» **What you are asked to do**: Find and copy each line in the material below where the string "graph" occurs.

------

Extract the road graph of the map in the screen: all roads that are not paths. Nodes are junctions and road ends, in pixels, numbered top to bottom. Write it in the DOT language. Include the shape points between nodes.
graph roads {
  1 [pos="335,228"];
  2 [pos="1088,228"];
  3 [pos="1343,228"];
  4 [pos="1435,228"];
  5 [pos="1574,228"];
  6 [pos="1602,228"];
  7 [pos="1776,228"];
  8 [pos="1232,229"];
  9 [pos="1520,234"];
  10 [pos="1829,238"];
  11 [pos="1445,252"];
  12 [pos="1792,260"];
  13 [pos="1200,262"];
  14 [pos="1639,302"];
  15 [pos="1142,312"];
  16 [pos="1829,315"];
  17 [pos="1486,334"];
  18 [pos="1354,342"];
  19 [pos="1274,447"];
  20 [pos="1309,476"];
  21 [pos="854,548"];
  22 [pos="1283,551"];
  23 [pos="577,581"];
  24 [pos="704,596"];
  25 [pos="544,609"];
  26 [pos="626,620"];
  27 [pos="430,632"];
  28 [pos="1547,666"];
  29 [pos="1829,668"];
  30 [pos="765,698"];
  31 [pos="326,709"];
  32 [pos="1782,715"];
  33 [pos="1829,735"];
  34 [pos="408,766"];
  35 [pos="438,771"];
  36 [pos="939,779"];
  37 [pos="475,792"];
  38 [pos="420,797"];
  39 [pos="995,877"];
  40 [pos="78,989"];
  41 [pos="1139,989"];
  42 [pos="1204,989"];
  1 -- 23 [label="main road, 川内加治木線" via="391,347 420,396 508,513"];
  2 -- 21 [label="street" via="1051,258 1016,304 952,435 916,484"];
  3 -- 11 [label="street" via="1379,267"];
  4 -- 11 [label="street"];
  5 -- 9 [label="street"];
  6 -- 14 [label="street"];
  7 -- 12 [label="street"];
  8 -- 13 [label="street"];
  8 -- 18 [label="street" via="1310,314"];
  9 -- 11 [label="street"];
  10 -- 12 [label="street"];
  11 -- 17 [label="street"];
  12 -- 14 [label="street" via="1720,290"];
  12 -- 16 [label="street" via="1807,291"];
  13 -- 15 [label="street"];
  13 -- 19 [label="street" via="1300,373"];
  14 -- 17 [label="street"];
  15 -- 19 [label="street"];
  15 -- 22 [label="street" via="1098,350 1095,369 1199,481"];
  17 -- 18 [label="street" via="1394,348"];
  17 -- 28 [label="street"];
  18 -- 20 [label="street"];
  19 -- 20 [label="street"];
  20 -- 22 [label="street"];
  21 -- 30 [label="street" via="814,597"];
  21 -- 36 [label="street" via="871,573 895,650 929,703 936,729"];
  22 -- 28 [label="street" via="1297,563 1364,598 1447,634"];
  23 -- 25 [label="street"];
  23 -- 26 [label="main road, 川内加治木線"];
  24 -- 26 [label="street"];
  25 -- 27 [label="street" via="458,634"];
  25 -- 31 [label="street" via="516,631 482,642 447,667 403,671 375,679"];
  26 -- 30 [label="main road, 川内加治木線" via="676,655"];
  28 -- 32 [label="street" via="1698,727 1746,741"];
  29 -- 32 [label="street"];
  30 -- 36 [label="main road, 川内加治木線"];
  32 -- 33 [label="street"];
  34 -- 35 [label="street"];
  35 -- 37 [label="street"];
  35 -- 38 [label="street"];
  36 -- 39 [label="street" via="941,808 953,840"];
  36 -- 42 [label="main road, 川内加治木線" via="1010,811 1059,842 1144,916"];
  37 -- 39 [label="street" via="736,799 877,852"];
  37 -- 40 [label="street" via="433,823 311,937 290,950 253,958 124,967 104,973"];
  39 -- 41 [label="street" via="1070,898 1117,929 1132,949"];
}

------

» **Answer to this exercise**:
Extract the road graph of the map in the screen: all roads that are not paths. Nodes are junctions and road ends, in pixels, numbered top to bottom. Write it in the DOT language. Include the shape points between nodes.
graph roads {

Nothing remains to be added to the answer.